──────── MATERIAL SHOWN ────────

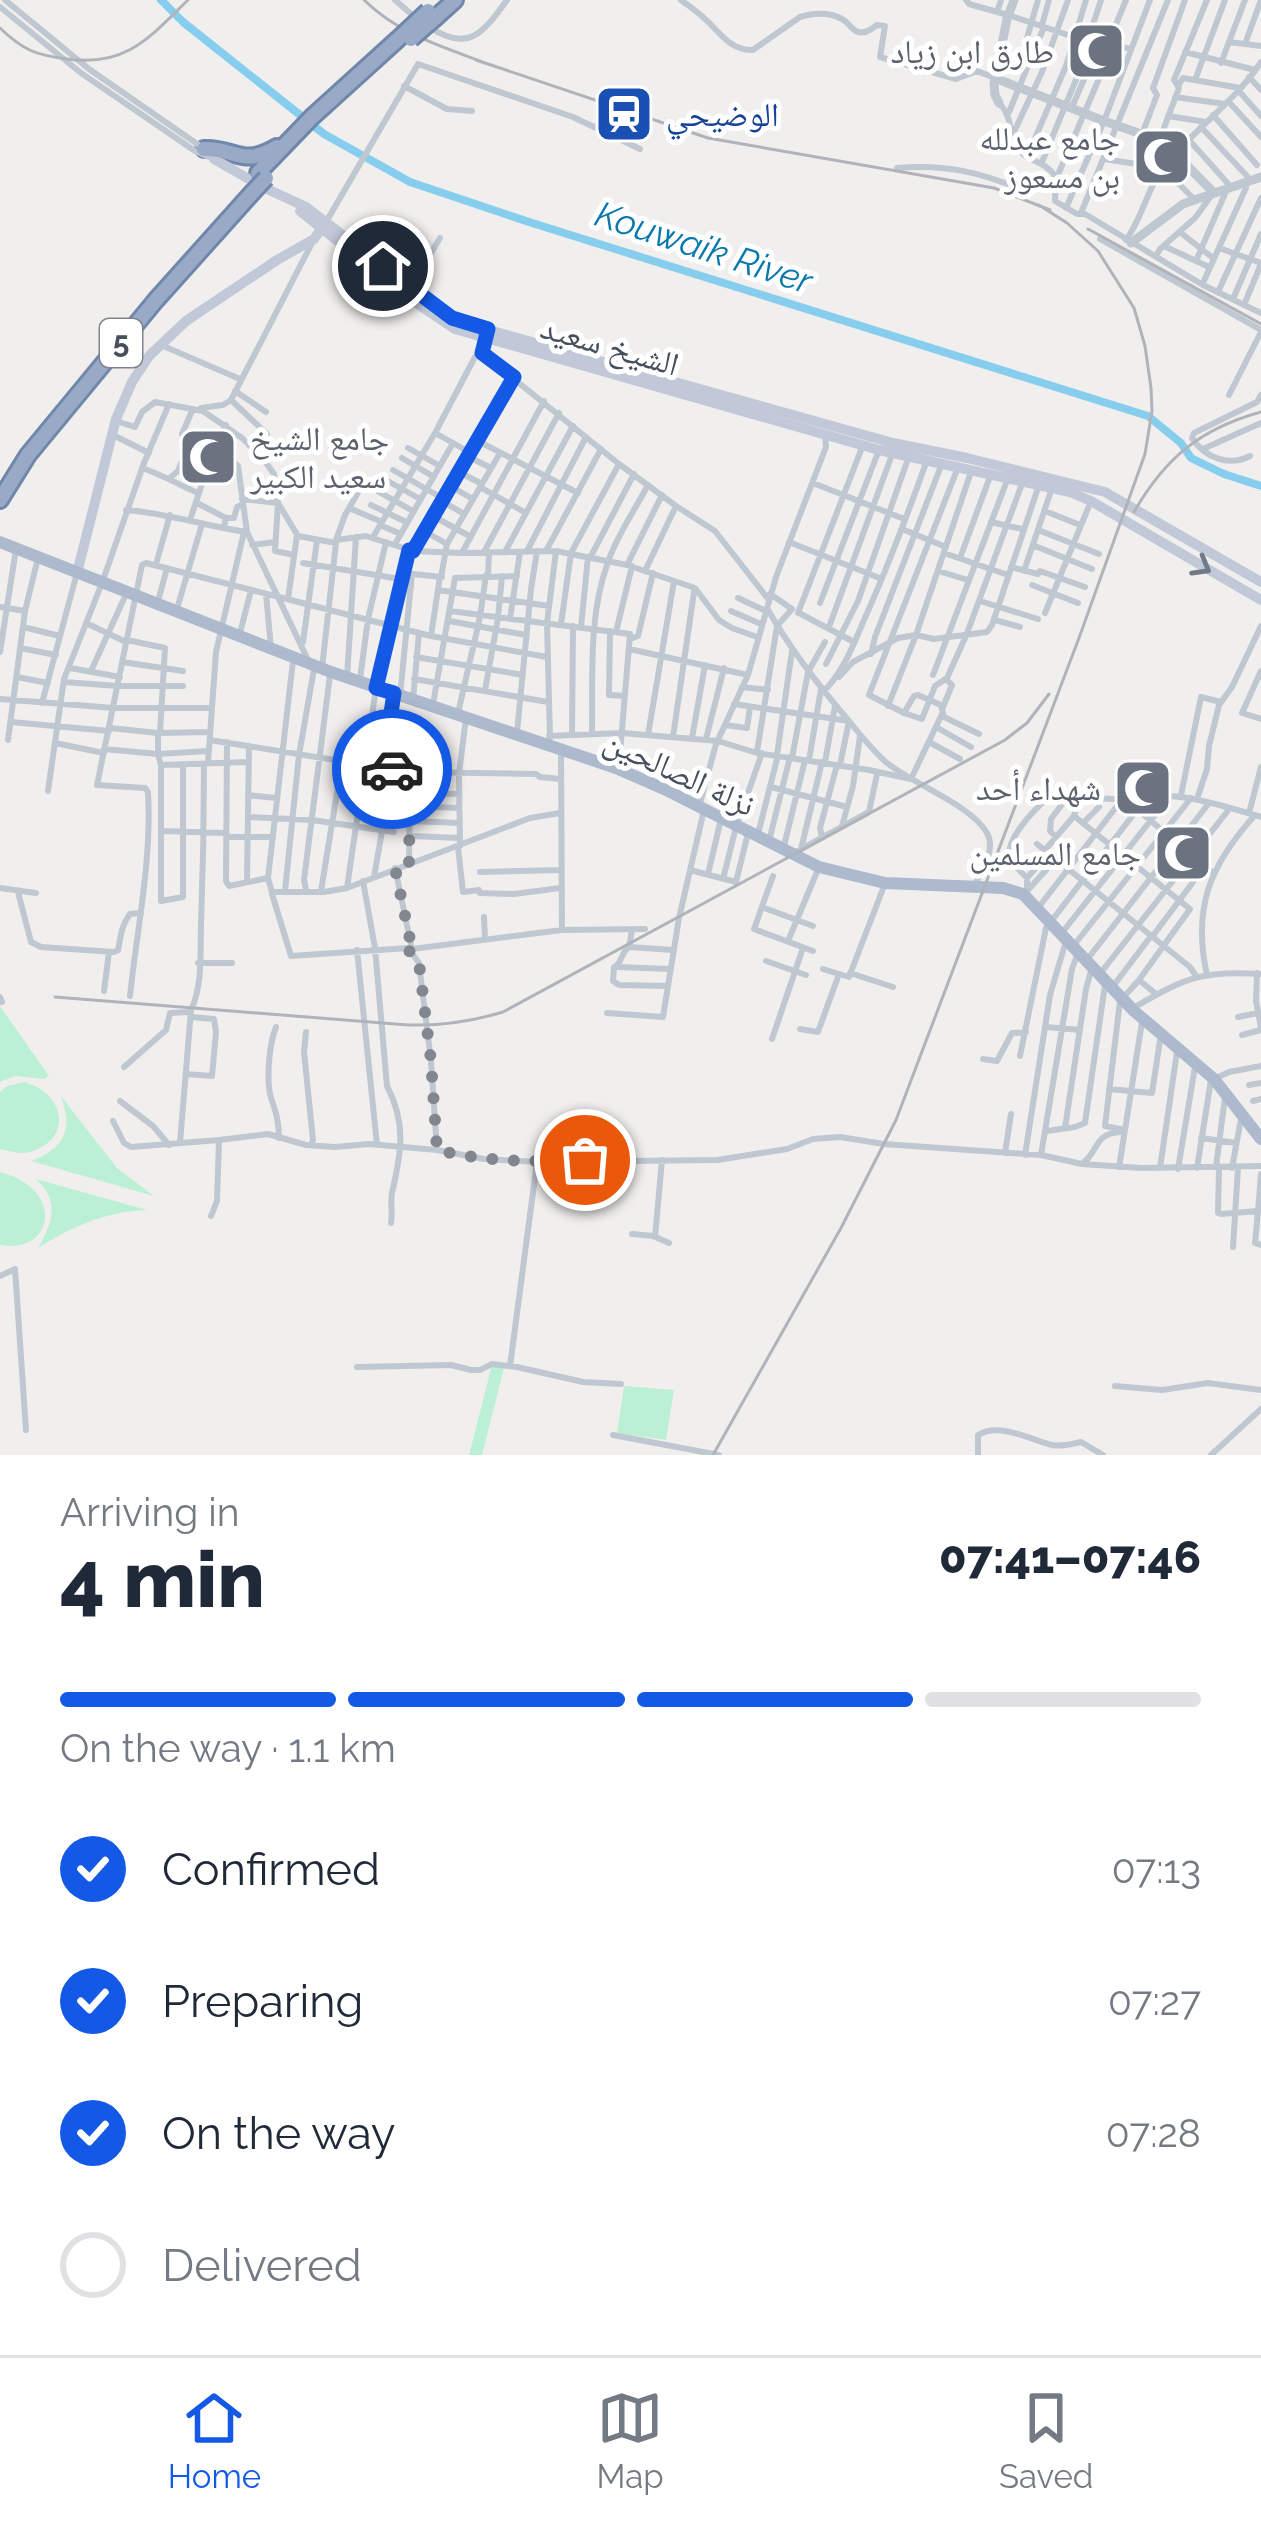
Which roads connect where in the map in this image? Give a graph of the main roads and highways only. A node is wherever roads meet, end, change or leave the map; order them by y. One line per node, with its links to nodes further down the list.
1 (440, 0): 3 (highway, 5)
2 (455, 0): 3 (highway, 5)
3 (431, 15): 4 (highway, 5, bridge)
4 (309, 126): 5 (highway); 6 (highway, 5)
5 (209, 154): 6 (main road, الشيخ سعيد)
6 (255, 183): 7 (main road, الشيخ سعيد); 11 (highway, 5); 13 (highway, 5)
7 (324, 225): 8 (main road, الشيخ سعيد); 8 (main road, الشيخ سعيد); 18 (main road)
8 (486, 333): 9 (main road, الشيخ سعيد)
9 (820, 429): 10 (main road, الشيخ سعيد); 10 (main road, الشيخ سعيد)
10 (910, 452): 12 (main road, الشيخ سعيد); 14 (main road, الشيخ سعيد)
11 (0, 484)
12 (1112, 495): 14 (main road); 15 (main road, الشيخ سعيد)
13 (0, 500)
14 (1106, 510): 16 (main road, الشيخ سعيد)
15 (1166, 526): 16 (main road); 19 (main road, الشيخ سعيد)
16 (1156, 540): 20 (main road, الشيخ سعيد, one-way to 20)
17 (0, 542): 18 (main road, نزلة الصالحين)
18 (77, 573): 21 (main road, نزلة الصالحين)
19 (1261, 582)
20 (1261, 600)
21 (1250, 1120): 22 (main road)
22 (1261, 1139)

────────

## WHAT TO WORK ON:
Pictures are not part of the copy. Return every record exactly.

## ANSWER BOX:
Which roads connect where in the map in this image? Give a graph of the main roads and highways only. A node is wherever roads meet, end, change or leave the map; order them by y. One line per node, with its links to nodes further down the list.
1 (440, 0): 3 (highway, 5)
2 (455, 0): 3 (highway, 5)
3 (431, 15): 4 (highway, 5, bridge)
4 (309, 126): 5 (highway); 6 (highway, 5)
5 (209, 154): 6 (main road, الشيخ سعيد)
6 (255, 183): 7 (main road, الشيخ سعيد); 11 (highway, 5); 13 (highway, 5)
7 (324, 225): 8 (main road, الشيخ سعيد); 8 (main road, الشيخ سعيد); 18 (main road)
8 (486, 333): 9 (main road, الشيخ سعيد)
9 (820, 429): 10 (main road, الشيخ سعيد); 10 (main road, الشيخ سعيد)
10 (910, 452): 12 (main road, الشيخ سعيد); 14 (main road, الشيخ سعيد)
11 (0, 484)
12 (1112, 495): 14 (main road); 15 (main road, الشيخ سعيد)
13 (0, 500)
14 (1106, 510): 16 (main road, الشيخ سعيد)
15 (1166, 526): 16 (main road); 19 (main road, الشيخ سعيد)
16 (1156, 540): 20 (main road, الشيخ سعيد, one-way to 20)
17 (0, 542): 18 (main road, نزلة الصالحين)
18 (77, 573): 21 (main road, نزلة الصالحين)
19 (1261, 582)
20 (1261, 600)
21 (1250, 1120): 22 (main road)
22 (1261, 1139)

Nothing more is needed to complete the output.